Accept this Pipe, for thou hast won. And should there be some notes
That thou could’st teach me, as I plod alongside of my goats;
I’ll give thee for thy schooling this ewe, that horns hath none:
Day by day she’ll fill the can, until the milk o’er-run.’
Then how the one lad laughed and leaped and clapped his hands for glee!
A kid that bounds to meet its dam might dance as merrily.
And how the other inly burned, struck down by his disgrace!
A maid first parting from her home might wear as sad a face.”

In the same boastful spirit Marsyas, I have no doubt—confident in his own skill—bet his new goatskin coat against Apollo’s fine town-made cloak, that the judges would decide in his favour; but, as we have seen, he lost. With sad face, and downcast eye, the hitherto victorious one turned to leave the scene of his discomfiture, first promising to send back his goatskin when he got home. Apollo, however, insisted on having the bet settled there and then : the judges held this to be the law, and so poor Marsyas, stripped of everything by the attendants, fled from before the face of the jeering crowd naked and ashamed. This was the flaying alive of Marsyas.

The other part of the myth, in which we are told that the blood of Marsyas formed a river down which his Pipe was carried for many a weary mile ; but which ultimately cast them up, — notice the plural here !—one on each bank, symbolises the spread of the “Pipe” in Arcadia.
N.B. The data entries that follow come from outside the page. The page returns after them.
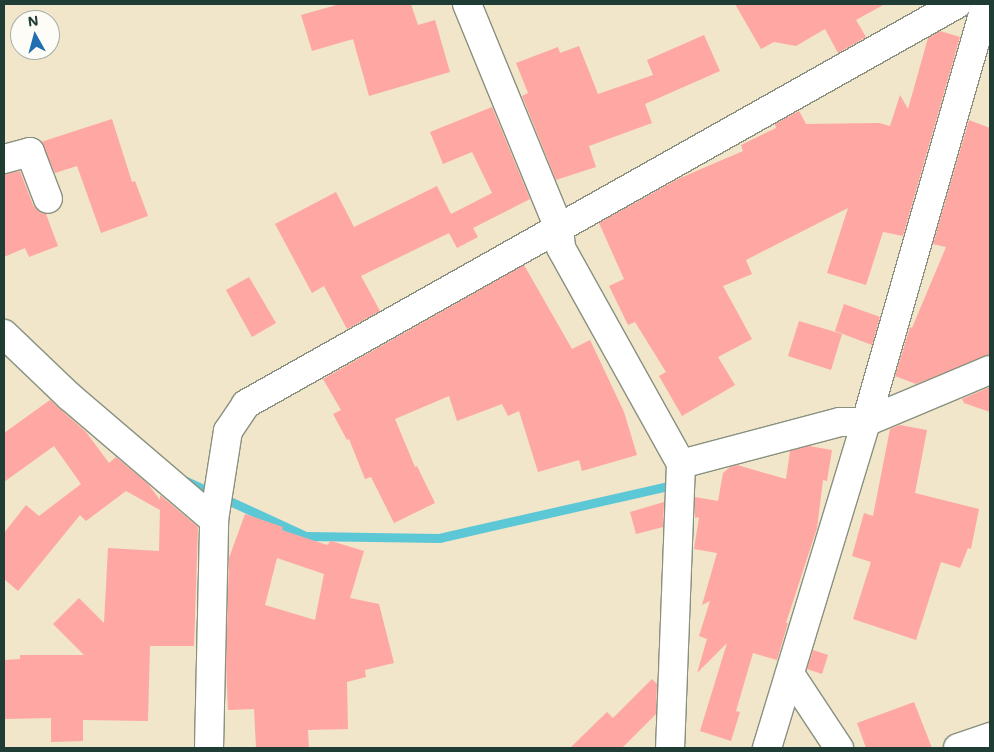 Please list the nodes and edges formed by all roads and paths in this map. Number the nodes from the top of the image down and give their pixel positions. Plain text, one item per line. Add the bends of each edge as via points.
1 (467, 4) edge
2 (957, 4) edge
3 (986, 4) edge
4 (4, 159) edge
5 (48, 199) dead end
6 (559, 228) junction
7 (4, 334) edge
8 (990, 370) edge
9 (866, 422) junction
10 (681, 464) junction
11 (214, 520) junction
12 (790, 674) junction
13 (990, 737) edge
14 (209, 748) edge
15 (670, 748) edge
16 (767, 748) edge
17 (839, 748) edge
18 (958, 748) edge

1 - 6 street
2 - 6 street
3 - 9 street
4 - 5 street via 30,152
6 - 10 street via 561,248
6 - 11 street via 246,404 228,431
7 - 11 street via 70,397
8 - 9 street
9 - 10 street via 840,422
9 - 12 street
10 - 15 street
11 - 14 street
12 - 16 street
12 - 17 street
13 - 18 street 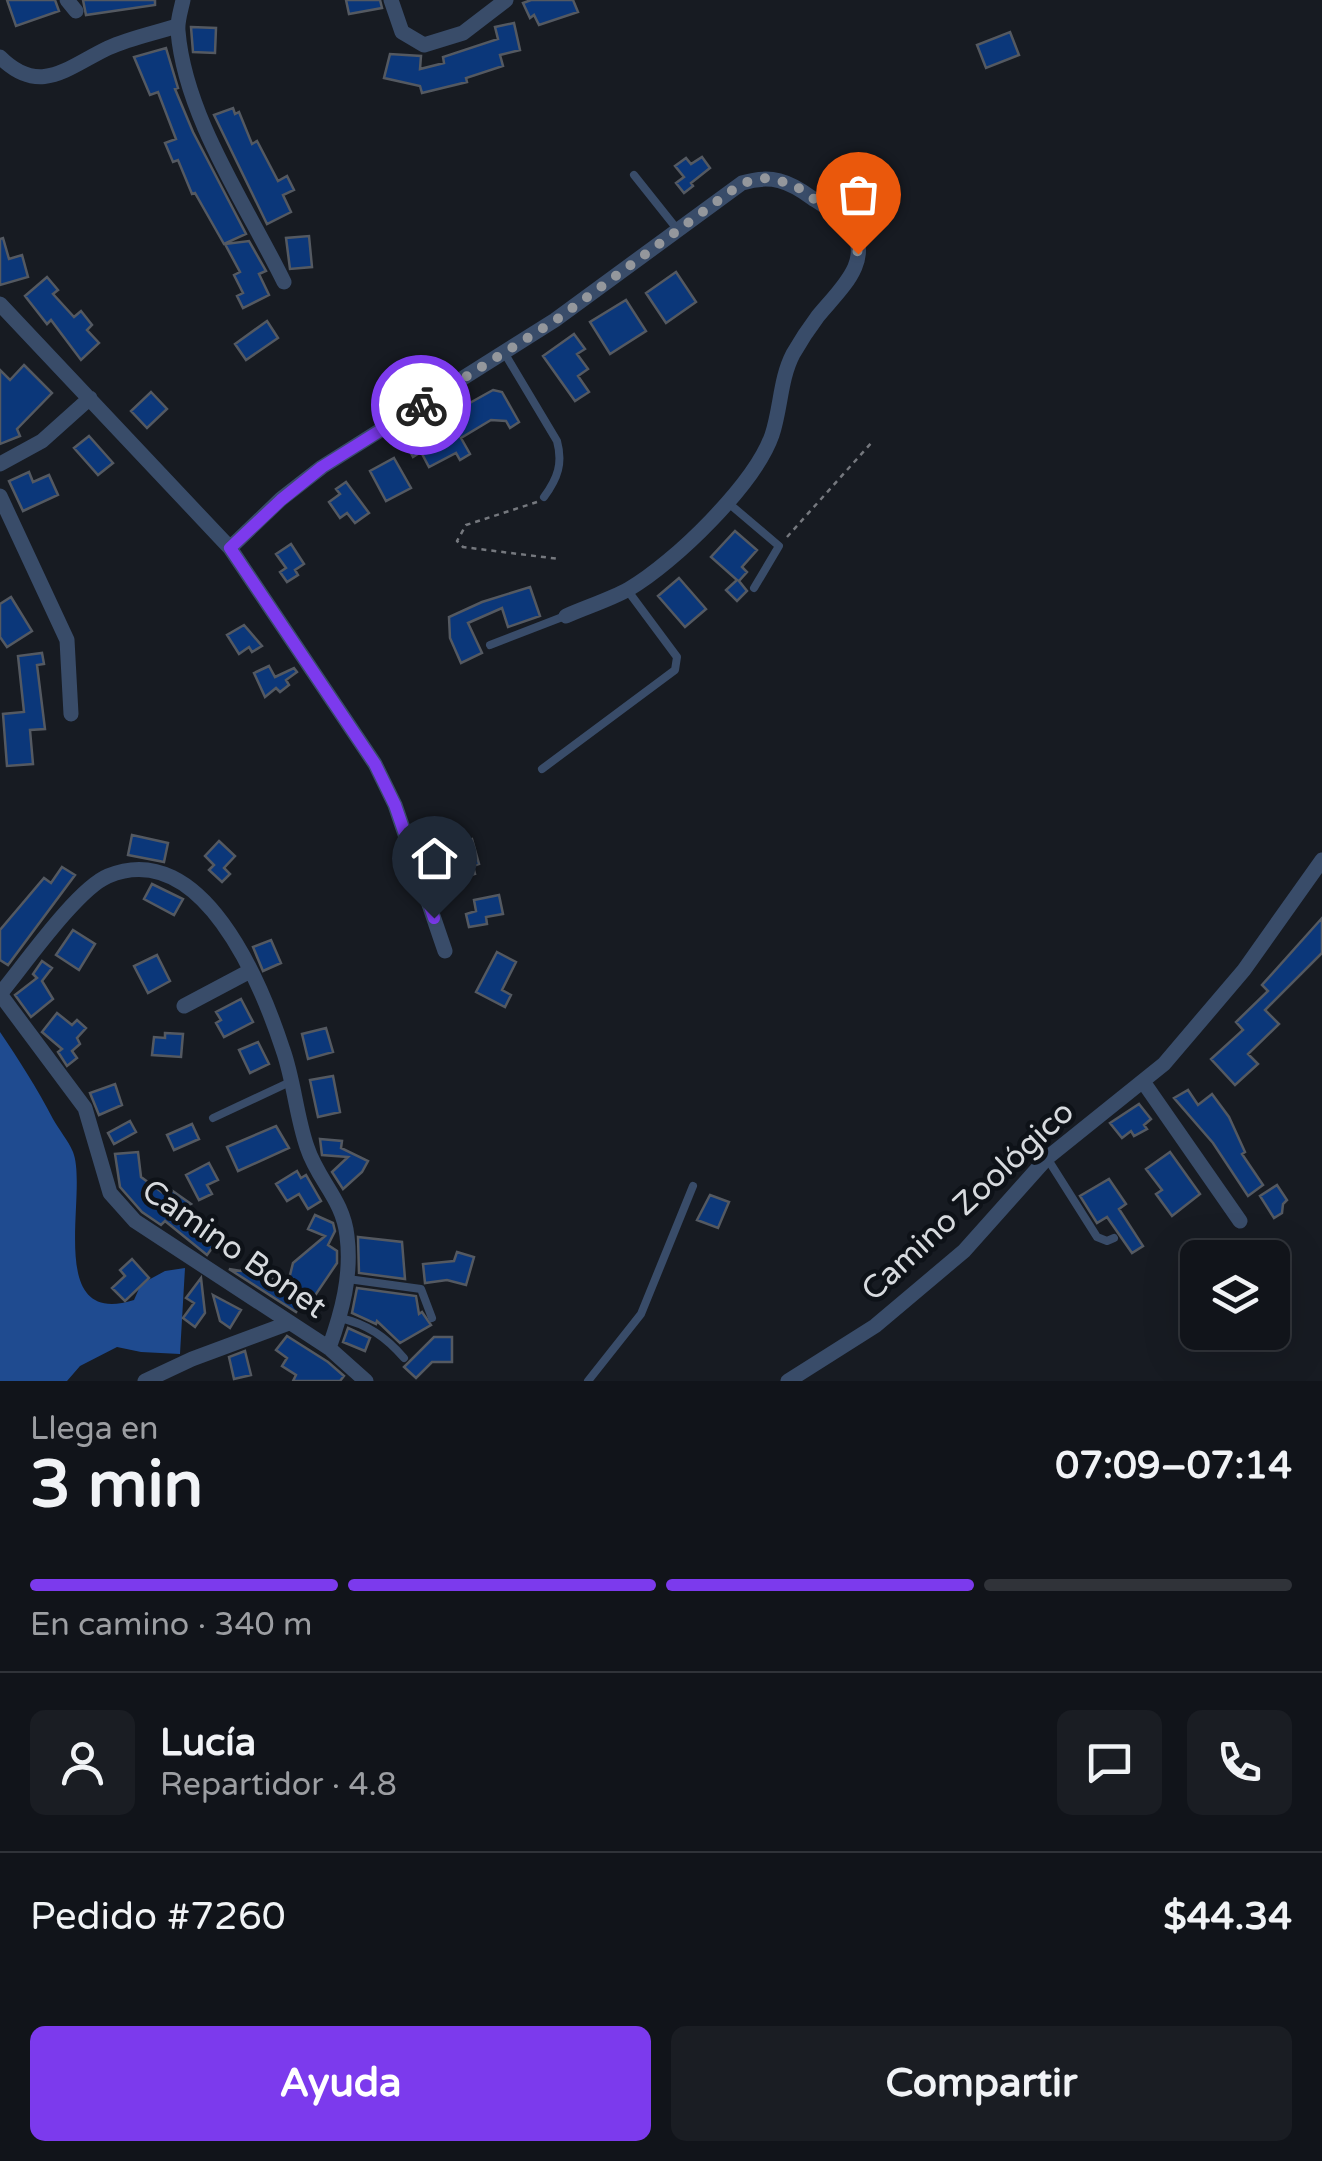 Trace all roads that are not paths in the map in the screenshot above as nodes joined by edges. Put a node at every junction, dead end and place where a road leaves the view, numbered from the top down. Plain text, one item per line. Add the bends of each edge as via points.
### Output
1 (183, 0) edge
2 (391, 0) edge
3 (506, 0) edge
4 (178, 26) junction
5 (0, 58) edge
6 (634, 175) dead end
7 (677, 229) junction
8 (284, 282) dead end
9 (0, 304) edge
10 (504, 354) junction
11 (90, 398) junction
12 (0, 464) edge
13 (0, 496) edge
14 (544, 497) road end
15 (726, 502) junction
16 (230, 548) junction
17 (754, 588) dead end
18 (627, 590) junction
19 (566, 616) joint
20 (490, 645) dead end
21 (72, 714) dead end
22 (542, 769) dead end
23 (1322, 860) edge
24 (445, 951) dead end
25 (250, 972) junction
26 (0, 994) edge
27 (184, 1006) dead end
28 (290, 1081) junction
29 (1144, 1083) junction
30 (213, 1118) dead end
31 (1048, 1158) junction
32 (693, 1186) dead end
33 (1240, 1221) dead end
34 (1114, 1238) dead end
35 (348, 1279) junction
36 (340, 1318) junction
37 (432, 1318) dead end
38 (289, 1323) junction
39 (329, 1348) junction
40 (404, 1358) dead end
41 (145, 1381) edge
42 (366, 1381) edge
43 (588, 1381) edge
44 (788, 1381) edge

1 - 4 street
2 - 3 street via 402,32 424,45 463,33
4 - 5 street via 110,47 59,76 12,70
4 - 8 street via 188,84
6 - 7 lane
7 - 10 street
7 - 15 street via 742,183 779,179 846,222 858,245 851,278 790,360 764,451
9 - 11 street
10 - 14 lane via 557,440 560,468
10 - 16 street via 322,467
11 - 12 street via 42,441
11 - 16 street
13 - 21 street via 68,640
15 - 17 lane via 779,546
15 - 18 street
16 - 24 street via 375,764
18 - 19 street
18 - 22 lane via 677,657 675,670
19 - 20 lane
23 - 29 street, Camino Zoológico via 1244,970
25 - 26 street via 222,921 194,891 145,870 107,877 88,890
25 - 27 street
25 - 28 street
26 - 38 street, Camino Bonet via 85,1108 110,1193 120,1206
28 - 30 lane
28 - 35 street via 308,1150 341,1205
29 - 31 street, Camino Zoológico
29 - 33 street
31 - 34 lane via 1097,1237
31 - 44 street, Camino Zoológico via 964,1251 875,1326
32 - 43 lane via 641,1314
35 - 36 street
35 - 37 lane via 421,1289
36 - 39 street
36 - 40 lane via 385,1338
38 - 39 street, Camino Bonet
38 - 41 street
39 - 42 street, Camino Bonet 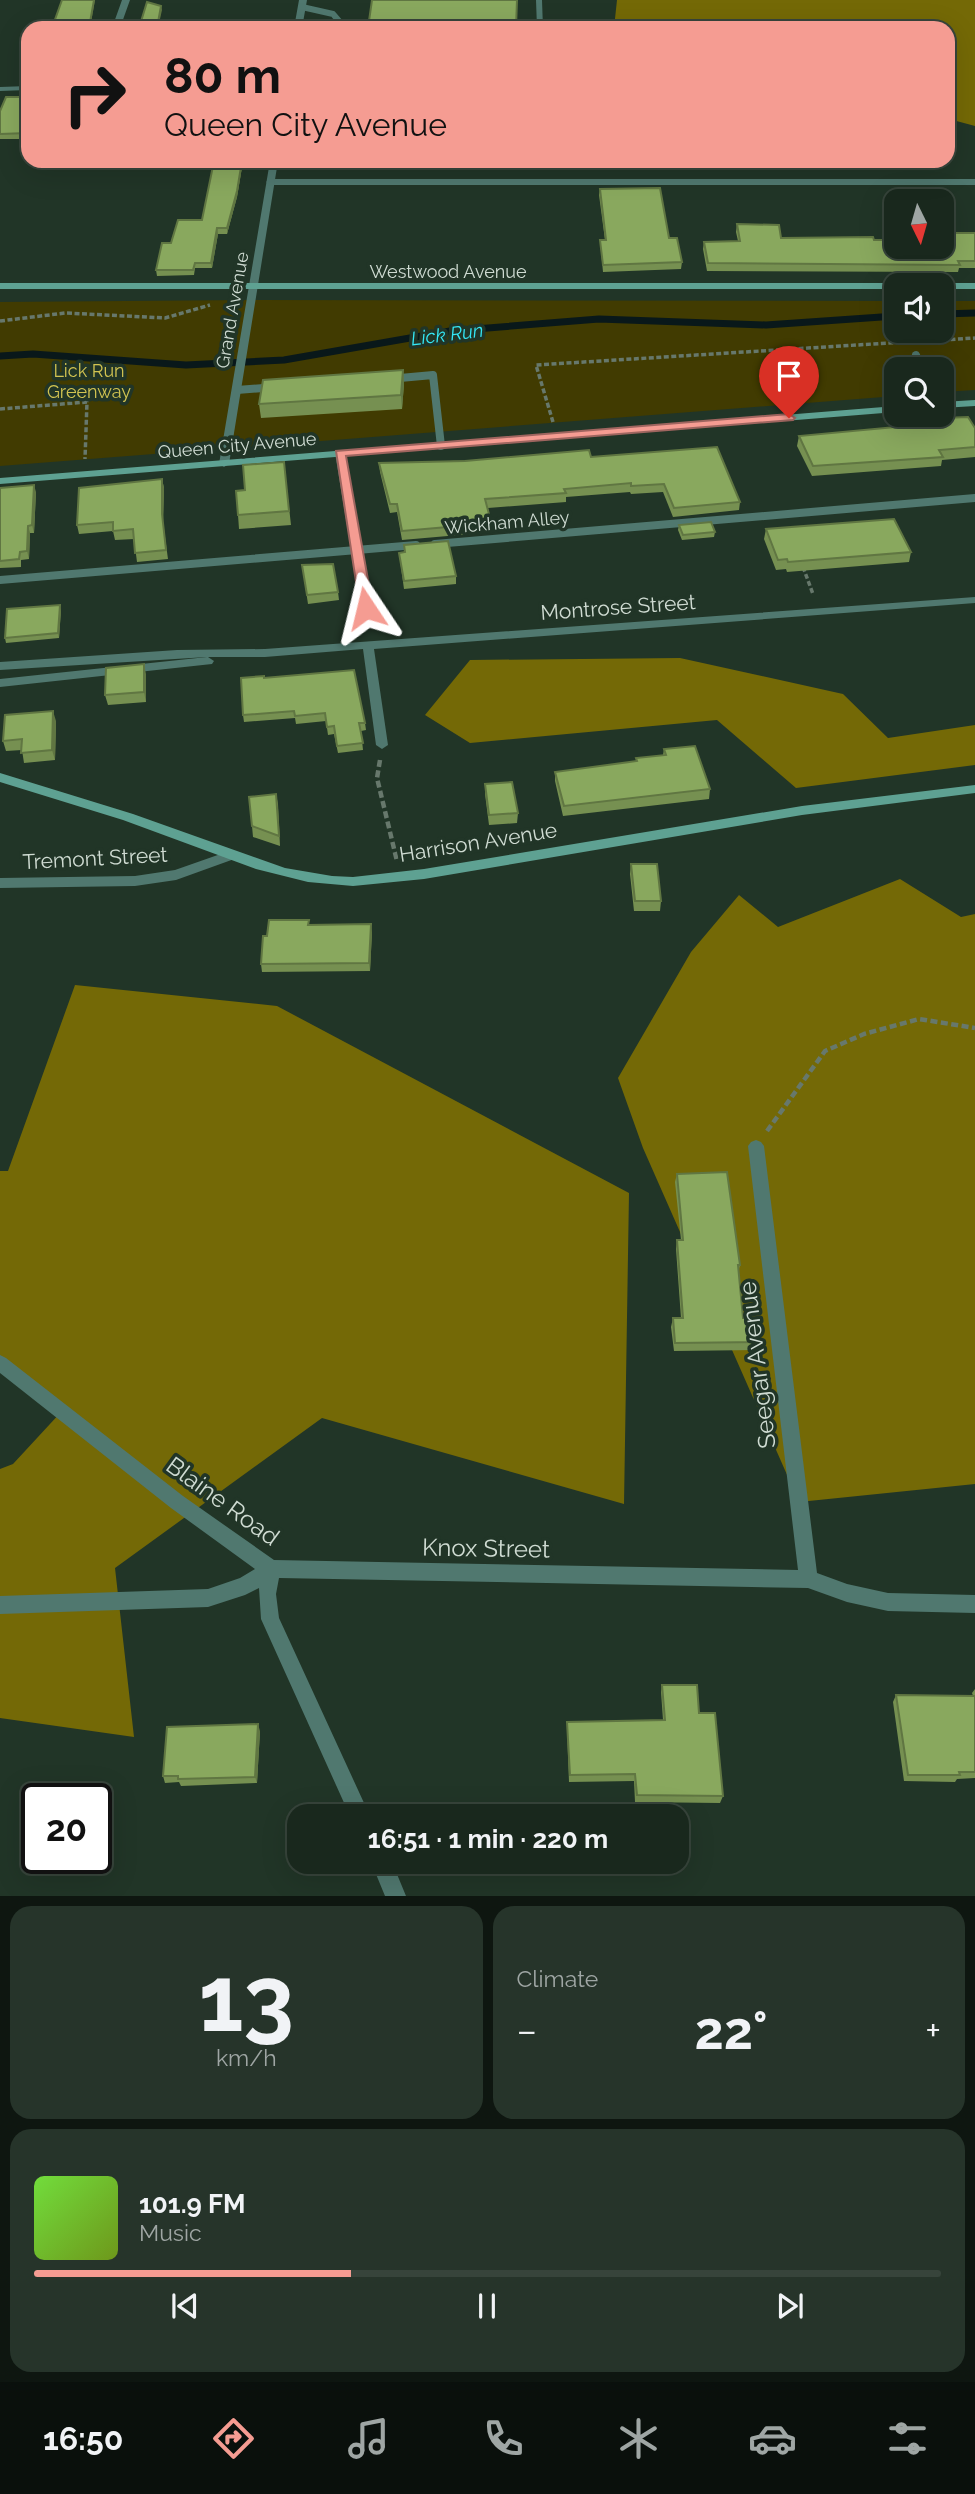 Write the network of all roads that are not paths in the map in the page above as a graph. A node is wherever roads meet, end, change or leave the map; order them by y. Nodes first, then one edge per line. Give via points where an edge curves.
1 (126, 0) edge
2 (539, 0) edge
3 (303, 4) edge
4 (118, 21) edge
5 (343, 21) edge
6 (540, 21) edge
7 (21, 88) edge
8 (0, 89) edge
9 (273, 168) edge
10 (270, 182) junction
11 (975, 182) edge
12 (0, 286) edge
13 (884, 286) edge
14 (954, 286) edge
15 (975, 286) edge
16 (254, 287) junction
17 (380, 379) edge
18 (287, 386) edge
19 (237, 390) junction
20 (975, 403) edge
21 (954, 404) edge
22 (884, 410) edge
23 (441, 446) junction
24 (340, 453) junction
25 (224, 464) junction
26 (0, 481) edge
27 (975, 498) edge
28 (357, 551) junction
29 (0, 580) edge
30 (975, 600) edge
31 (366, 608) dead end
32 (368, 645) junction
33 (265, 653) junction
34 (0, 666) edge
35 (0, 683) edge
36 (382, 745) road end
37 (0, 777) edge
38 (975, 789) edge
39 (232, 855) junction
40 (0, 883) edge
41 (756, 1146) road end
42 (0, 1363) edge
43 (271, 1569) junction
44 (808, 1579) junction
45 (975, 1604) edge
46 (0, 1605) edge
47 (355, 1804) edge
48 (386, 1874) edge
49 (396, 1895) edge

1 - 4 street
2 - 6 lane
3 - 5 lane
7 - 8 street
9 - 10 street, Grand Avenue
10 - 11 street
10 - 16 street, Grand Avenue
12 - 16 main road, Westwood Avenue
13 - 16 main road, Westwood Avenue
14 - 15 main road
16 - 19 street, Grand Avenue
17 - 23 lane via 433,375
18 - 19 lane
19 - 25 street, Grand Avenue
20 - 21 main road
22 - 23 main road, Queen City Avenue
23 - 24 main road, Queen City Avenue
24 - 25 main road, Queen City Avenue
24 - 28 street
25 - 26 main road, Queen City Avenue
27 - 28 lane, Wickham Alley
28 - 29 lane, Wickham Alley
28 - 31 lane
30 - 32 street, Montrose Street
32 - 33 street, Montrose Street
32 - 36 street
33 - 34 street, Montrose Street
33 - 35 street, Montrose Street
37 - 39 main road, Harrison Avenue
38 - 39 main road, Harrison Avenue via 846,802 400,876 337,881 309,878
39 - 40 street, Tremont Street via 176,875 135,881
41 - 44 street, Seegar Avenue
42 - 43 street, Blaine Road via 177,1502
43 - 44 street, Knox Street
43 - 46 street via 245,1586 208,1598
43 - 47 street, Blaine Road via 270,1619
44 - 45 street, Knox Street via 888,1602
48 - 49 street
Marsyas’ Pipe was afterwards found and brought to Apollo, who made it his own instrument thenceforward ; which conclusion to the story proves, in short, that the City Greeks adopted the Shepherd’s Pipe, although reluctantly, and only after it had spread throughout the country districts of Greece.

This latter part of the myth is borne out by a small bronze statue of Apollo which was discovered some time ago, in so far at least as he is there represented, with a lyre strapped on in front and a Bagpipe behind: the Bagpipe still taking an inferior position to the lyre in the Greek’s estimation.

Now, Ruskin tells us that Athene was the author of the double Pipe, which she invented tc represent the hissing of the Gorgonian serpent.

We know that this Pipe, after the death of Marsyas, fell into Apollo’s hands. This is the myth, but history now comes upon the scene and tells us that Apollo’s Pipe, which was the Greek Pythaulos, was a

Bagpipe. And further, that it was used to represent the hisses and the groans of the 'mounded serpent, at the Pyt’nonic games, which were held annually in honour of Apollo. If you have followed my argument so far, you will understand why I believe that in the myth of Athene and her Pipe—the Pipe which played by itself—we have the earliest suggestion of a Bagpipe.